Apesar de vários inquéritos à escala nacional e europeia colocarem o ruído entre as maiores preocupações dos portugueses, este é um tema raramente mencionado na comunicação social ou pelas associações de ambiente, estando praticamente excluído na política governamental.
Comparativamente com os resíduos ou a política da água ou do ar, o ruído é um parente pobre, apesar dos enormes impactes que causa na saúde pública. De facto, a poluição acústica é responsável por um grande conjunto de efeitos, onde o mais óbvio é a surdez, mas a que se pode acrescentar o stress, perturbações do sono, aumento da tensão arterial, maior incidência de doenças cardiovasculares, dificuldade de aprendizagem nas crianças, entre outros problemas. Há estudos que reportam 50 mil mortes prematuras na Europa por ano devido a ataques cardíacos decorrentes do ruído, existindo vários documentos da Organização Mundial da Saúde a confirmarem a mesma preocupação e a fornecerem dados semelhantes.

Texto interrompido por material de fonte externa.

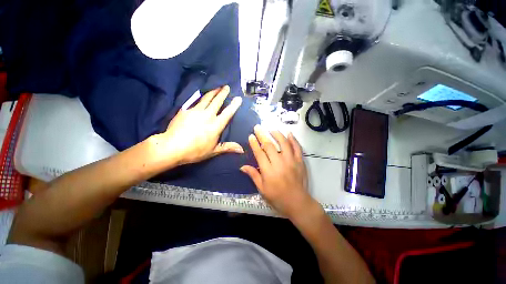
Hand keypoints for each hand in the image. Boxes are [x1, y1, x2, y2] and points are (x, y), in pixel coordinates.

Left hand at [152, 85, 243, 165]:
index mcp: (216, 125)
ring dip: (212, 92)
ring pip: (206, 98)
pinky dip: (200, 98)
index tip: (238, 98)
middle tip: (226, 86)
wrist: (172, 147)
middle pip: (217, 101)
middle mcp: (208, 115)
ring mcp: (195, 111)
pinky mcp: (185, 110)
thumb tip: (242, 150)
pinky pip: (194, 102)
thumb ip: (228, 147)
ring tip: (216, 87)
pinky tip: (200, 97)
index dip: (234, 105)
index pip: (228, 112)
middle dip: (223, 93)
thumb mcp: (214, 151)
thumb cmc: (195, 151)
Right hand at [240, 125, 319, 220]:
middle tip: (258, 128)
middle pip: (269, 145)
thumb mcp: (262, 189)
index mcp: (269, 171)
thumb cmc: (277, 197)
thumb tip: (242, 166)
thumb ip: (253, 175)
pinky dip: (293, 139)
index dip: (254, 144)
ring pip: (284, 143)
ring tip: (272, 130)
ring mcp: (291, 161)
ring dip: (277, 134)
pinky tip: (289, 133)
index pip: (259, 153)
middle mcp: (279, 163)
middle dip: (262, 135)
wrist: (297, 203)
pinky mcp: (300, 161)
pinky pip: (297, 148)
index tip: (251, 136)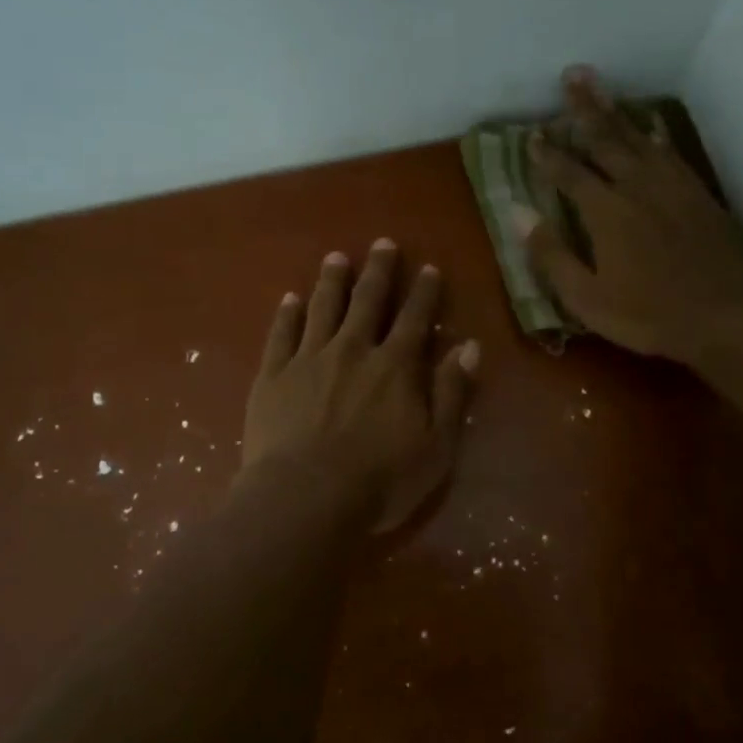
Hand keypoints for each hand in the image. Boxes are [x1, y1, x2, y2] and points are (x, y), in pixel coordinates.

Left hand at [242, 241, 479, 532]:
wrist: (305, 497)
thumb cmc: (380, 480)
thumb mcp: (436, 446)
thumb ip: (452, 393)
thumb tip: (469, 347)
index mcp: (395, 367)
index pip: (414, 319)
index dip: (423, 292)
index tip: (427, 268)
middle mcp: (353, 350)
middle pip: (367, 301)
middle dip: (378, 271)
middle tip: (382, 244)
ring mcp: (309, 359)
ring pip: (322, 308)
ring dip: (331, 281)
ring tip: (336, 257)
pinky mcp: (273, 376)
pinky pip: (281, 335)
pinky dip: (287, 314)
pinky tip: (289, 299)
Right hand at [515, 65, 742, 367]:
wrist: (724, 317)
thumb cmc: (647, 315)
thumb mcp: (587, 298)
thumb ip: (551, 255)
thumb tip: (518, 214)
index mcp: (606, 212)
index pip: (569, 173)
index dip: (548, 154)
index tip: (532, 135)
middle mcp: (637, 187)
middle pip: (605, 139)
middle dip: (584, 108)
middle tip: (571, 76)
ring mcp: (671, 186)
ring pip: (637, 138)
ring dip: (615, 110)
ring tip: (598, 85)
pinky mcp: (697, 193)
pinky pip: (669, 152)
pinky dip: (653, 134)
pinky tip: (648, 125)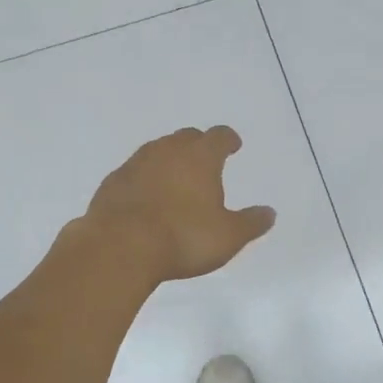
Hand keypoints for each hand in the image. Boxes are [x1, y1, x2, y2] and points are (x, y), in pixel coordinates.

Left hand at [76, 126, 276, 285]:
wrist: (119, 246)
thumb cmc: (183, 237)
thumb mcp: (228, 236)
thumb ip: (251, 223)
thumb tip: (270, 213)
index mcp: (200, 157)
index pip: (219, 136)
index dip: (228, 139)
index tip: (233, 145)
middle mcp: (168, 150)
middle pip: (186, 137)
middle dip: (198, 145)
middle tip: (204, 160)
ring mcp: (136, 163)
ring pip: (157, 150)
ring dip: (169, 159)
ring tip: (175, 177)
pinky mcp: (113, 181)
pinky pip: (134, 171)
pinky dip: (144, 178)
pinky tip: (145, 196)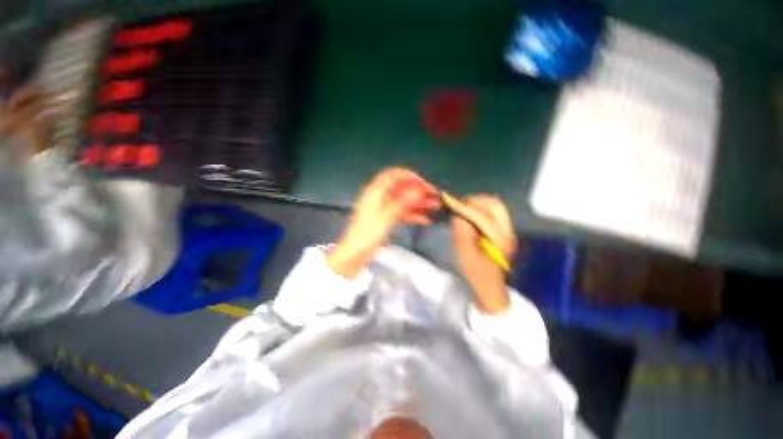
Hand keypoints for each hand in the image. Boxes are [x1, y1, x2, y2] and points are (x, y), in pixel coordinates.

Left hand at [328, 168, 439, 277]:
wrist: (355, 253)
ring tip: (435, 206)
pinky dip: (413, 215)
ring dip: (419, 203)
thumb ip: (403, 202)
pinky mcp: (387, 219)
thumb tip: (419, 190)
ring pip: (404, 201)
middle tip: (434, 195)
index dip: (409, 176)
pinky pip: (402, 213)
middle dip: (418, 190)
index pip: (393, 175)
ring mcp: (384, 209)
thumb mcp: (386, 217)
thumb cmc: (368, 233)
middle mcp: (381, 197)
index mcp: (376, 192)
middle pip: (402, 188)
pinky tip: (426, 220)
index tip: (424, 183)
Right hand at [451, 195, 516, 313]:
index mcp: (499, 239)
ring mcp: (507, 231)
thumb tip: (458, 216)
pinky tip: (470, 214)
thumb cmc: (477, 275)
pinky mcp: (503, 231)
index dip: (466, 207)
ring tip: (463, 208)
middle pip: (495, 205)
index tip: (451, 201)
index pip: (483, 216)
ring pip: (495, 207)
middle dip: (475, 201)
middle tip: (458, 204)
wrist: (492, 288)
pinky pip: (494, 212)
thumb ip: (463, 235)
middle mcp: (507, 231)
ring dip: (479, 203)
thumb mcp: (466, 257)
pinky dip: (481, 209)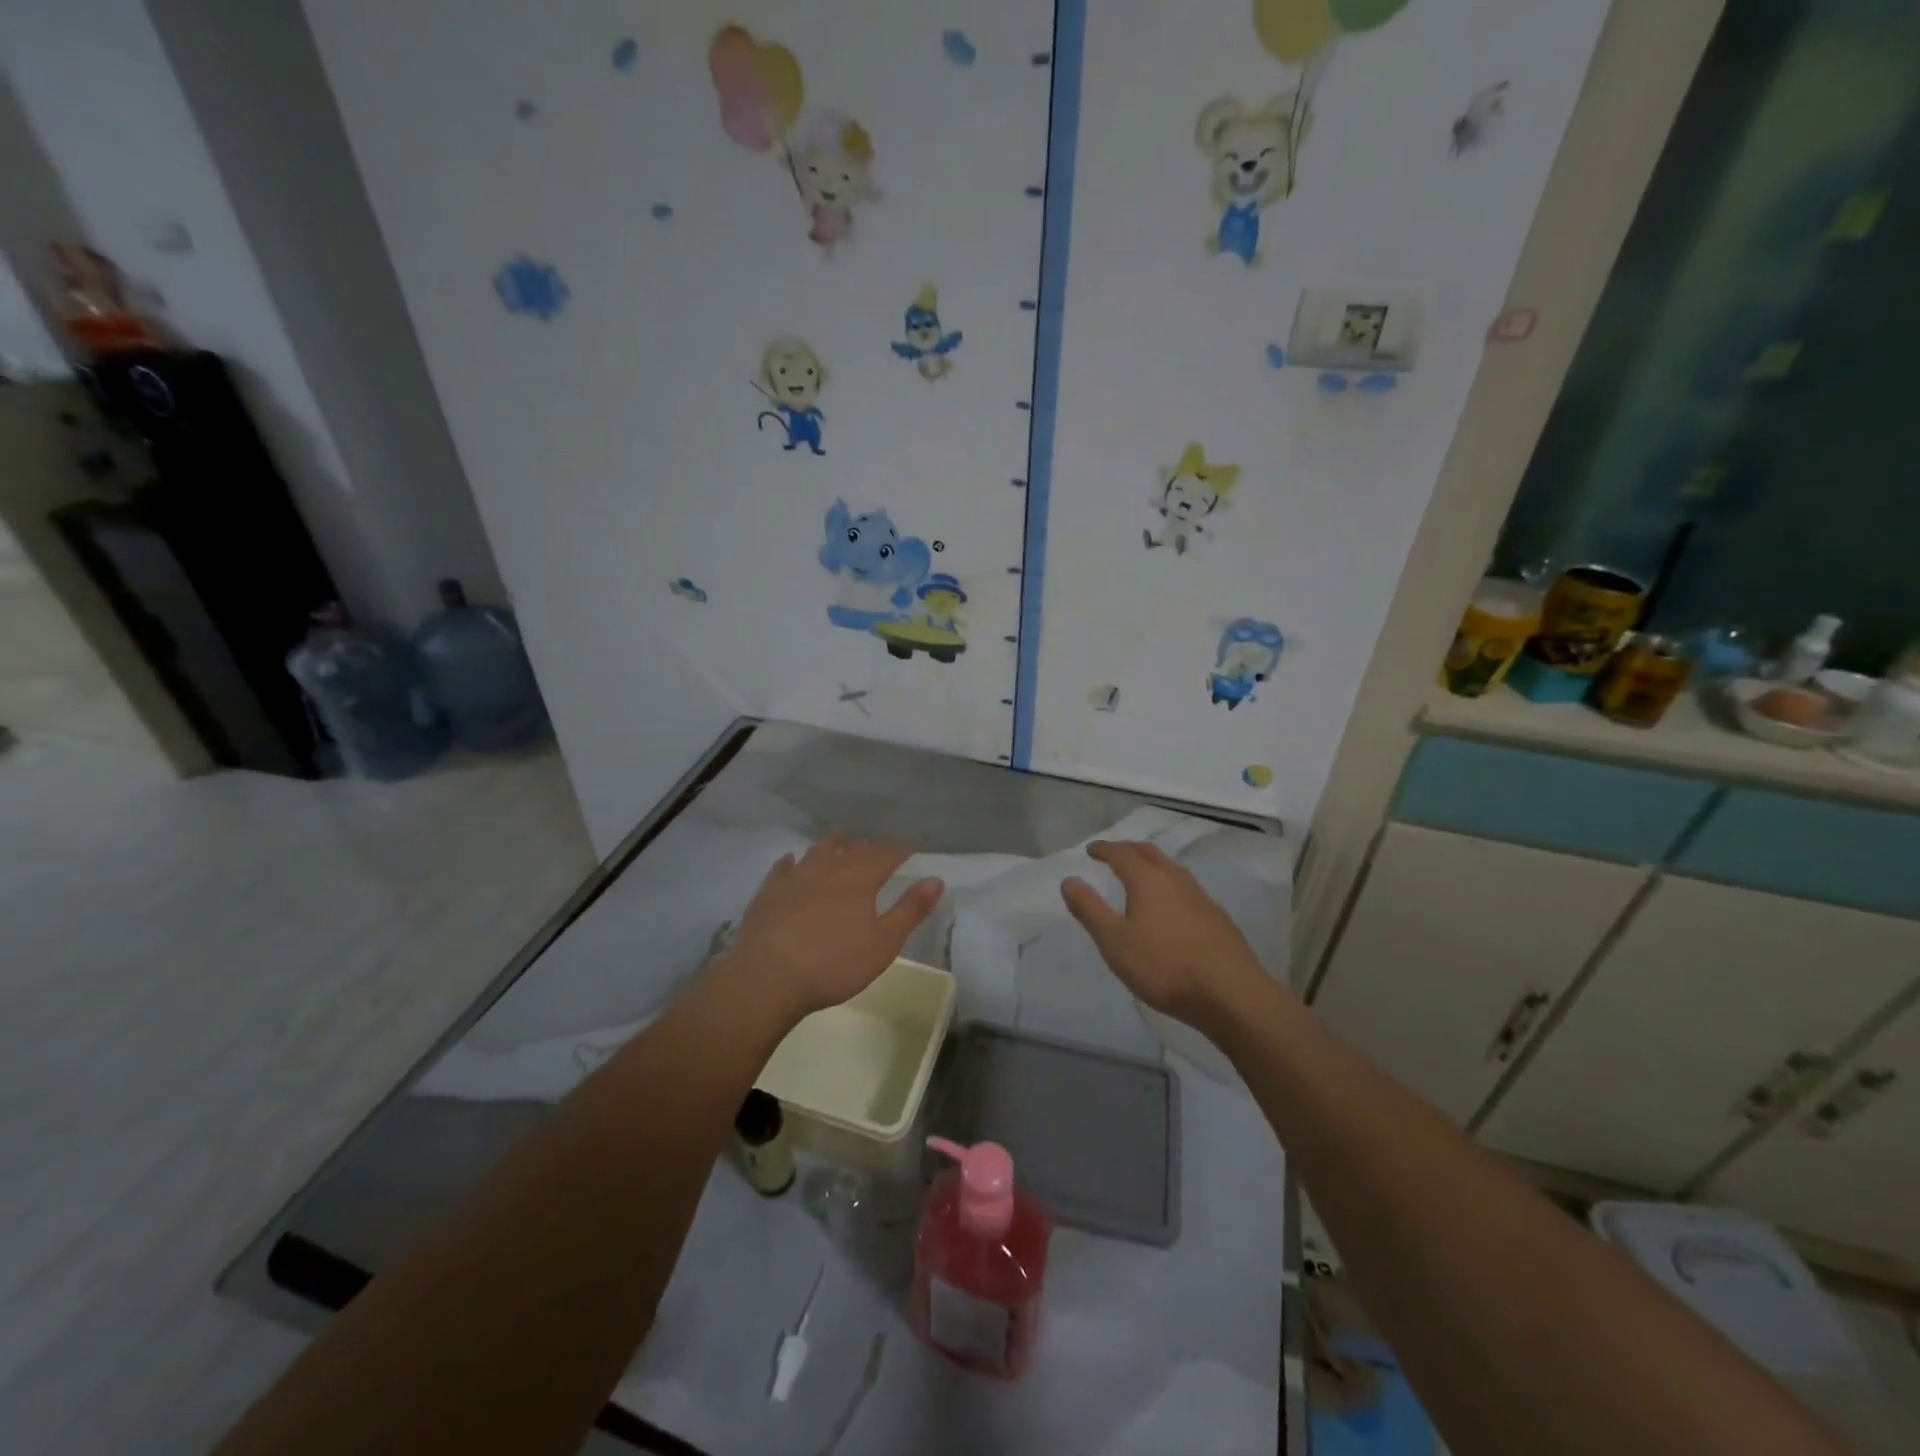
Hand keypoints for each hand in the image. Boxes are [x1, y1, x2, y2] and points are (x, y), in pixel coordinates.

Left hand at [720, 837, 942, 1023]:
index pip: (886, 855)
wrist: (767, 978)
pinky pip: (782, 869)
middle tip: (881, 845)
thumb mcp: (883, 943)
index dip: (901, 848)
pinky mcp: (769, 893)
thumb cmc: (833, 965)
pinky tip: (791, 860)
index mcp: (859, 880)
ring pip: (818, 851)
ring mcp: (795, 879)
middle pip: (854, 849)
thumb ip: (910, 910)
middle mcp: (828, 870)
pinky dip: (791, 861)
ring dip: (833, 842)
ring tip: (842, 836)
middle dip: (872, 845)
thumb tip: (936, 879)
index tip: (914, 844)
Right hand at [1061, 840, 1267, 1029]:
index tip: (1091, 850)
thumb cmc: (1164, 967)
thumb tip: (1069, 880)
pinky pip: (1186, 888)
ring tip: (1140, 875)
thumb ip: (1090, 910)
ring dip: (1152, 864)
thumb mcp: (1114, 942)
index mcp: (1147, 880)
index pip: (1121, 853)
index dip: (1104, 849)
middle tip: (1113, 855)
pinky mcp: (1217, 917)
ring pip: (1171, 869)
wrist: (1231, 994)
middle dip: (1128, 850)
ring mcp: (1201, 897)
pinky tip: (1170, 906)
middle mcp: (1175, 879)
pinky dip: (1169, 885)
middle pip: (1149, 853)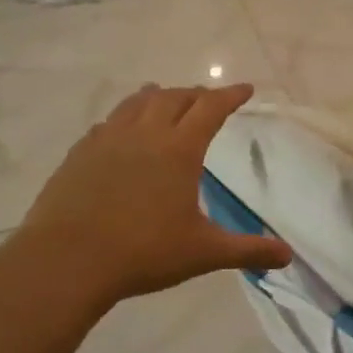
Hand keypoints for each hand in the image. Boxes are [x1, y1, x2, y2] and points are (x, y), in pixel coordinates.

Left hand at [13, 83, 291, 316]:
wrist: (65, 263)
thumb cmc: (143, 253)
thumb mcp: (203, 253)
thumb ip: (247, 250)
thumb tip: (287, 256)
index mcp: (179, 149)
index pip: (211, 108)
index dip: (230, 95)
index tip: (245, 89)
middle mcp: (145, 134)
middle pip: (175, 97)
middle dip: (196, 94)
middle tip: (209, 99)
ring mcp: (107, 140)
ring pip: (137, 103)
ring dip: (158, 96)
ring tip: (166, 97)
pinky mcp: (79, 154)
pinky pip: (107, 123)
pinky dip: (124, 117)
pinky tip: (121, 130)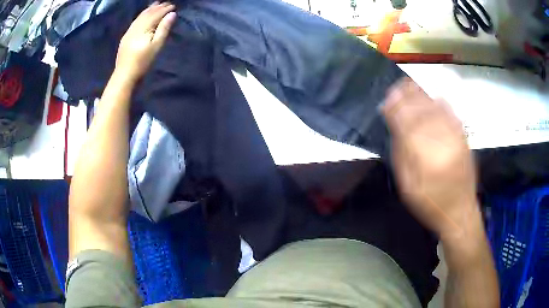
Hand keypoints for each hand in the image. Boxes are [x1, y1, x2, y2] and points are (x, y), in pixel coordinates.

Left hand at [115, 2, 175, 82]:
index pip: (156, 14)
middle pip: (147, 13)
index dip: (165, 9)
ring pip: (140, 16)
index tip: (173, 6)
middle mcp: (135, 27)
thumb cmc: (142, 62)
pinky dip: (142, 15)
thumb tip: (172, 14)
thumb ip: (163, 29)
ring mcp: (129, 31)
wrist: (124, 75)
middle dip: (157, 7)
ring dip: (149, 9)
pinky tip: (144, 14)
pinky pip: (135, 21)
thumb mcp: (156, 46)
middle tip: (166, 3)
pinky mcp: (125, 36)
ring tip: (156, 4)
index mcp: (143, 29)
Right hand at [382, 78, 479, 238]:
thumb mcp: (408, 187)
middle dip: (407, 98)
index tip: (386, 99)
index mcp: (425, 159)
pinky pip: (453, 116)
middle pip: (422, 113)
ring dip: (422, 96)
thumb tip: (395, 128)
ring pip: (436, 111)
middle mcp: (442, 144)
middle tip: (395, 86)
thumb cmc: (430, 204)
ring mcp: (455, 139)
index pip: (408, 126)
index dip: (396, 110)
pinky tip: (435, 97)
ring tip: (409, 85)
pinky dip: (443, 104)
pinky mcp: (464, 139)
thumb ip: (402, 156)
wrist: (460, 212)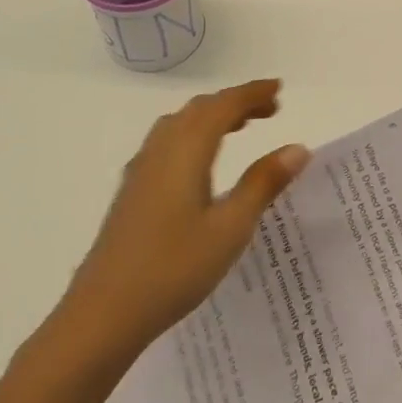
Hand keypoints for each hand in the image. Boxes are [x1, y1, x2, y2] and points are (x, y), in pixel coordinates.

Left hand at [64, 80, 309, 357]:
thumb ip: (263, 183)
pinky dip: (193, 135)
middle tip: (270, 109)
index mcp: (186, 150)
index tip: (279, 88)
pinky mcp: (132, 191)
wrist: (103, 314)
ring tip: (240, 127)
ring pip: (180, 124)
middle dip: (235, 102)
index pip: (224, 105)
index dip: (252, 93)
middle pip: (201, 109)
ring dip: (212, 116)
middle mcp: (161, 149)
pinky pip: (167, 142)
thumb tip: (298, 148)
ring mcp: (141, 170)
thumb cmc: (174, 268)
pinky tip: (200, 163)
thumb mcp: (230, 227)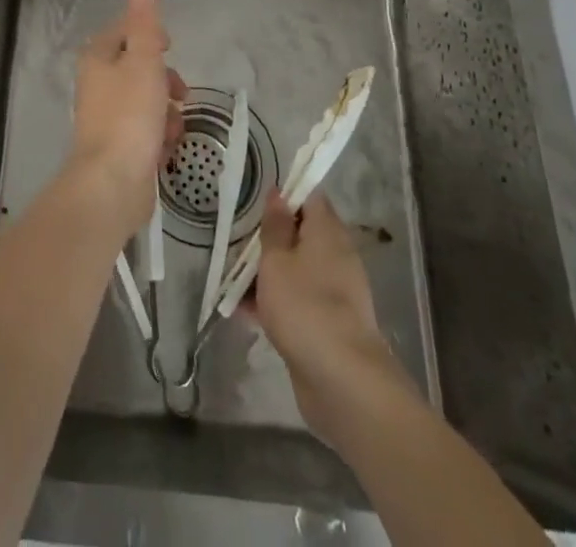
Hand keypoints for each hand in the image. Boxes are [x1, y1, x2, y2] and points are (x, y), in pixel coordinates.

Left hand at [68, 0, 185, 238]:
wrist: (112, 184)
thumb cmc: (129, 115)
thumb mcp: (143, 60)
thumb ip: (145, 22)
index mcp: (97, 58)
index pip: (126, 31)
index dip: (152, 36)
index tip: (169, 48)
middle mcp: (98, 84)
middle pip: (141, 68)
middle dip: (166, 80)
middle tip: (179, 92)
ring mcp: (108, 118)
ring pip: (148, 101)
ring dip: (167, 112)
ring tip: (171, 129)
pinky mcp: (119, 147)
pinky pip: (147, 131)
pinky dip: (160, 137)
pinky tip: (164, 150)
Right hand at [247, 193, 407, 449]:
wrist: (343, 383)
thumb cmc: (305, 307)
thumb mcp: (277, 260)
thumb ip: (275, 226)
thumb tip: (279, 192)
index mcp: (328, 232)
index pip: (309, 196)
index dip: (284, 192)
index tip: (256, 197)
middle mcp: (336, 256)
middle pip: (301, 233)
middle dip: (270, 236)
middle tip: (238, 237)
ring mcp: (334, 292)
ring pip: (296, 268)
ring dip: (268, 271)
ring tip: (233, 275)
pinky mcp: (327, 323)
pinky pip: (298, 299)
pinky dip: (275, 301)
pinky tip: (244, 310)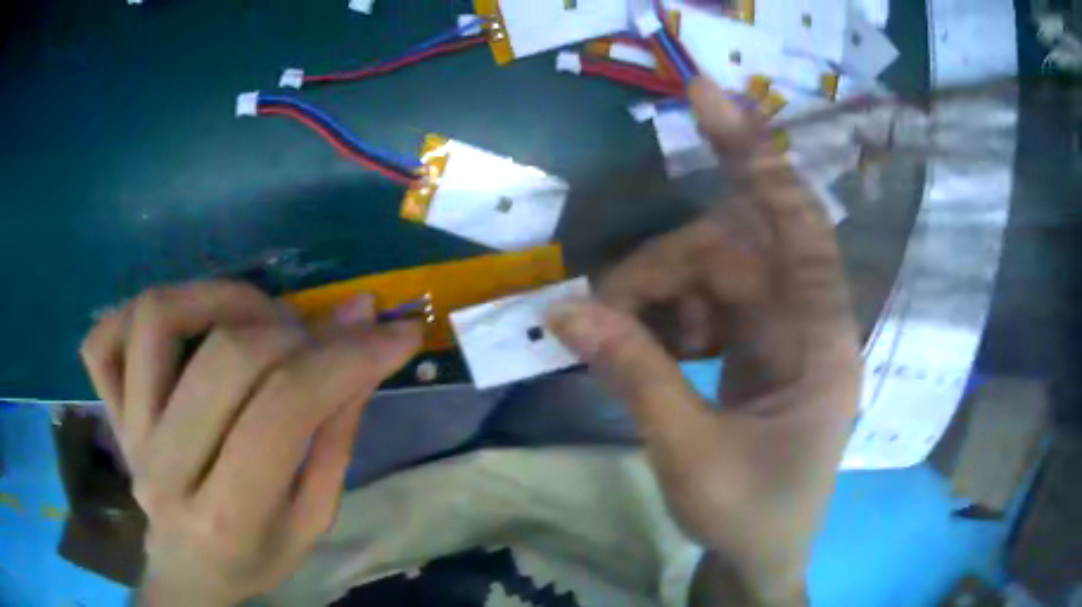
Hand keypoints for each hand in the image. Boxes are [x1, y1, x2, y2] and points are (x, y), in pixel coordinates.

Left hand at [80, 281, 419, 604]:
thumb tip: (365, 338)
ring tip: (256, 315)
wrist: (189, 569)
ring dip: (220, 295)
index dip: (346, 359)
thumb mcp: (313, 517)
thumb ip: (335, 431)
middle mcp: (166, 469)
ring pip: (158, 319)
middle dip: (289, 330)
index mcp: (228, 518)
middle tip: (316, 336)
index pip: (285, 411)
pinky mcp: (109, 410)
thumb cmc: (257, 555)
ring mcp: (129, 432)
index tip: (393, 332)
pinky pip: (102, 339)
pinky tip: (177, 325)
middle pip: (225, 356)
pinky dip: (136, 313)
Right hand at [547, 78, 859, 605]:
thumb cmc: (747, 517)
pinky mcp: (755, 351)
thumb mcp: (689, 453)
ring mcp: (781, 336)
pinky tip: (644, 351)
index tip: (706, 98)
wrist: (760, 559)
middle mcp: (807, 325)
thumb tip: (563, 313)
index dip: (756, 157)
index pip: (799, 228)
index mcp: (821, 346)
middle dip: (661, 271)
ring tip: (617, 344)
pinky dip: (666, 320)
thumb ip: (634, 375)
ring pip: (712, 276)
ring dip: (657, 298)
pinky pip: (706, 307)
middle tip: (599, 310)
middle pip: (732, 252)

Curiosamente esta é uma temática em que Portugal foi (e nalgumas vertentes ainda é) progressista, embora infelizmente só no papel. Já no ano 2000, Portugal publicou legislação que obriga ao desenvolvimento de mapas de ruído por parte de todos os municípios, nos quais estão definidos limites, extremamente ambiciosos, com implicações nas novas áreas de construção, impedindo-as de avançar se os valores fossem excedidos. Em 2002, a União Europeia publicou finalmente uma Diretiva estabelecendo regras e objetivos comuns. Em 2006 e depois em 2007, Portugal viria a integrar as novas regras europeias e a reduzir algumas das exigências.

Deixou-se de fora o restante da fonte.